Oil grew on economic recovery hopes; US dollar keep falling ahead of payrolls data

USD/JPY: The USD/JPY pair remains within the same narrow range today. The pair traded around 110 level in the US session yesterday, but it couldn’t keep its impulse and stay above the mentioned level. The US Initial Jobless Claims fell more than expected while new orders for manufactured goods grew in July which might be positive for US currency. On the other hand, the Japanese Yen managed to show a bullish dynamic after the Japanese government announced its long term economic growth by promoting labor productivity, green technology and digitalization. Meanwhile, Bank of Japan’s Board Member warned the pandemic may weigh on the economy longer than it was expected before. As for now, investors wait for the bank composite PMI, US Nonfarm Payroll, and Unemployment data to estimate the market sentiment.

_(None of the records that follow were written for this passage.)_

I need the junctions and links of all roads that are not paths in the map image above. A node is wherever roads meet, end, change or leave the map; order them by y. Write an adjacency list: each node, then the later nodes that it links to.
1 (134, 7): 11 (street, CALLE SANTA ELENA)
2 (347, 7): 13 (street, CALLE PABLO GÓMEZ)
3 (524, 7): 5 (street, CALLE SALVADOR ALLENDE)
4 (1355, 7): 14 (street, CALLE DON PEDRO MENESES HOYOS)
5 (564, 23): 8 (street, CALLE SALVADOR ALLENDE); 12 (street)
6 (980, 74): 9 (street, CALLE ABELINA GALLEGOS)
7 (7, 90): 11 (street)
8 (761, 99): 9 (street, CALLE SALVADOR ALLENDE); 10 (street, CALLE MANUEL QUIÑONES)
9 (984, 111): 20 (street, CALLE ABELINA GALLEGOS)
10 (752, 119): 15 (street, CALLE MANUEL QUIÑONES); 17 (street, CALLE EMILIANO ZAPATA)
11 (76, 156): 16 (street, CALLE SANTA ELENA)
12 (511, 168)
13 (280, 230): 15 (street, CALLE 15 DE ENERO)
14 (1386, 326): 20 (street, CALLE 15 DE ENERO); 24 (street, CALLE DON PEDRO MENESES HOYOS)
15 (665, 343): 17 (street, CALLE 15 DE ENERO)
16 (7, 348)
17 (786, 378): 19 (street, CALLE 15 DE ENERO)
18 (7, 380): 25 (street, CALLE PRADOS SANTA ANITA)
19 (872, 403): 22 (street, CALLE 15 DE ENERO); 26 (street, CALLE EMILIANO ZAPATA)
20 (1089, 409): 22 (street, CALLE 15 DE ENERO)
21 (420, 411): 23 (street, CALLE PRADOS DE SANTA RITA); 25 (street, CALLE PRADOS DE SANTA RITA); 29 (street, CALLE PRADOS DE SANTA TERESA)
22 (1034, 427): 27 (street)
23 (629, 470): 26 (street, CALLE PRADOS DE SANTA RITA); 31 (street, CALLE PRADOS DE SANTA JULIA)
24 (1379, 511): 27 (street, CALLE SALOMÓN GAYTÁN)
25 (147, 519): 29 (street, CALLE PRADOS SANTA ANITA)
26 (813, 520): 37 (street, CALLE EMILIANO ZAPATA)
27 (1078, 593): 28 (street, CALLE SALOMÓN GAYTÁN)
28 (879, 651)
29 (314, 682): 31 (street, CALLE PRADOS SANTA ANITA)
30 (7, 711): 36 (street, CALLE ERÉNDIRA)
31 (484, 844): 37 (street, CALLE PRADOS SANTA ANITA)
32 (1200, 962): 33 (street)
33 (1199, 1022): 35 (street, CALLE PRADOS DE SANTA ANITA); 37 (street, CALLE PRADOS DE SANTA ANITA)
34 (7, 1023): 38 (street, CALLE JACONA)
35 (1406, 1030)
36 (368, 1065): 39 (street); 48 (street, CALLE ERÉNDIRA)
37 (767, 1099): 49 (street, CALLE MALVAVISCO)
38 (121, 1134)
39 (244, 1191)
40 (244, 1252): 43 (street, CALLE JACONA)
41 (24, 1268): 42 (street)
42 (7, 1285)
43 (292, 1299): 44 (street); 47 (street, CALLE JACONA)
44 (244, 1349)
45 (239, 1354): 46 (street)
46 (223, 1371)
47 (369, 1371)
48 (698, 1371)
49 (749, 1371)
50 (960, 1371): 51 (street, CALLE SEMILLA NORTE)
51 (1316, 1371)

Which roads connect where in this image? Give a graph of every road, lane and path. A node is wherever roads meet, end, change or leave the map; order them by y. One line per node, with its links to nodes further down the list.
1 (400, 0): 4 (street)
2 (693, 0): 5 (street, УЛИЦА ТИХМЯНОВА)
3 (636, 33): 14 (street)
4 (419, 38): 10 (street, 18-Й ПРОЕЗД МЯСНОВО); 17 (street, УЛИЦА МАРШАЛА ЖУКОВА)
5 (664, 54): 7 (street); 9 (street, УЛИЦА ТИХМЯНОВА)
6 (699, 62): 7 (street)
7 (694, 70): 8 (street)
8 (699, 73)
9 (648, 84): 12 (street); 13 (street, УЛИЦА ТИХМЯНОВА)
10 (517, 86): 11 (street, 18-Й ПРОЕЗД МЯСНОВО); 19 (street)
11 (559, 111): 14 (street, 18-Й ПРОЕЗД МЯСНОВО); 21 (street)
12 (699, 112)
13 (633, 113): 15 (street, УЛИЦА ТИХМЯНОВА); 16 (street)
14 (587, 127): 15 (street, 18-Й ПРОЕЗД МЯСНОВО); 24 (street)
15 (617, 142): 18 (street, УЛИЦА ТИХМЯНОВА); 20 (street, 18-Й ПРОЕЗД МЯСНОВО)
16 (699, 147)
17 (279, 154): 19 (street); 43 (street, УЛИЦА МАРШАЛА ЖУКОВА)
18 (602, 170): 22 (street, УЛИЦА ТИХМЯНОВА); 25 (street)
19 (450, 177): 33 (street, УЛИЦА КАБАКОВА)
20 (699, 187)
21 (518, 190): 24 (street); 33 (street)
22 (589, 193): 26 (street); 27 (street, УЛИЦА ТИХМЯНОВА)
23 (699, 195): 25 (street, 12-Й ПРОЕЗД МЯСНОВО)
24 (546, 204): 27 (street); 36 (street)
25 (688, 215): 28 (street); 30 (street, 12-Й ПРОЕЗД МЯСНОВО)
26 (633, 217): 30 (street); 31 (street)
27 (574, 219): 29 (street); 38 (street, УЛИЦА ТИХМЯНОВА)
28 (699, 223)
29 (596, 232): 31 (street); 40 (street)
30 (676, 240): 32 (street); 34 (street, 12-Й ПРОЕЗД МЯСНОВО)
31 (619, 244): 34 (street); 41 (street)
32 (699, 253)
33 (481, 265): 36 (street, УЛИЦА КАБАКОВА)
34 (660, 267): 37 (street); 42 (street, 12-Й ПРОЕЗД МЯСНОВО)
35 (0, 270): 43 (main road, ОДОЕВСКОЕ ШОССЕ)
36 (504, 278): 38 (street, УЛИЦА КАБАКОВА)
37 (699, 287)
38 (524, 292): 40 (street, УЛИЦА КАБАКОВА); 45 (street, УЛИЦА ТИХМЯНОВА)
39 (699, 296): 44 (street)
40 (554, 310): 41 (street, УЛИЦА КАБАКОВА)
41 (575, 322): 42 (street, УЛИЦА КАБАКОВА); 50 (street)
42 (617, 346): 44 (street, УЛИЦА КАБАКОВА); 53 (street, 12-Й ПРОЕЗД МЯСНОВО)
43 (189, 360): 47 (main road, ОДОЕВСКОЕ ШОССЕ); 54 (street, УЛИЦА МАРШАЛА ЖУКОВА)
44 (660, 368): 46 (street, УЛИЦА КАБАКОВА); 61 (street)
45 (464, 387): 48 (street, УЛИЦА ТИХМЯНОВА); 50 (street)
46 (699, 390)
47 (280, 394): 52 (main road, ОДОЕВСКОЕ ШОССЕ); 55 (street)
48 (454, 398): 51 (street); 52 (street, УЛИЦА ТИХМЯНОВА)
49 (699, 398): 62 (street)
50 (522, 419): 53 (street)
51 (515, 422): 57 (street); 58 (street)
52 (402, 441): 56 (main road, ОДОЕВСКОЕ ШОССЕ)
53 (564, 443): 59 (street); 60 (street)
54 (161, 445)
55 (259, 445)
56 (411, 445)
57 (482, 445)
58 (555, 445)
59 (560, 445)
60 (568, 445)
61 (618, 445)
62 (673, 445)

BUY STOP 110.40/TP 111.40/SL 109.95

 

GBP/USD: GBP/USD pair struggles between the US dollar broadly weakness and the recently negative factors for the UK around high 1.3830 during Friday’s session. Cable also cheered the greenback’s fall as well as other pairs while refreshing the high of the previous day despite covid and Brexit concerns. The latest challenge is relating to the tax hike proposal from UK Prime Minister Boris Johnson. It’s also important to note that UK PM Johnson also pushed for fastening vaccination process for 16–17 years old, as well as confirmed plans for COVID revaccination process in September. Moving on, the final reading of the UK’s Services PMI for August and risk catalysts may make the cable more volatile ahead of the key US jobs report.


BUY 1.3850/TP 1.3970/SL 1.3800

 

WTI: West Texas Intermediate oil prices rose 2% yesterday, having reached almost 73.5 level and refreshed the monthly high. US inventories fall reported the prior day pushed the oil prices higher, despite OPEC decision to increase daily supply with a 400K barrel. OPEC group confirmed its plans to raise production by 0.4 million barrels, though the group will meet again next month to discuss another hike as it is going to return output to pre-pandemic levels in next year. Meanwhile, a 7 million barrel drop in US oil inventories fell to the lowest since September 2019, reported by the US Energy Information Administration. In addition, the Gulf of Mexico production and refining are still limited due to Ida hurricane.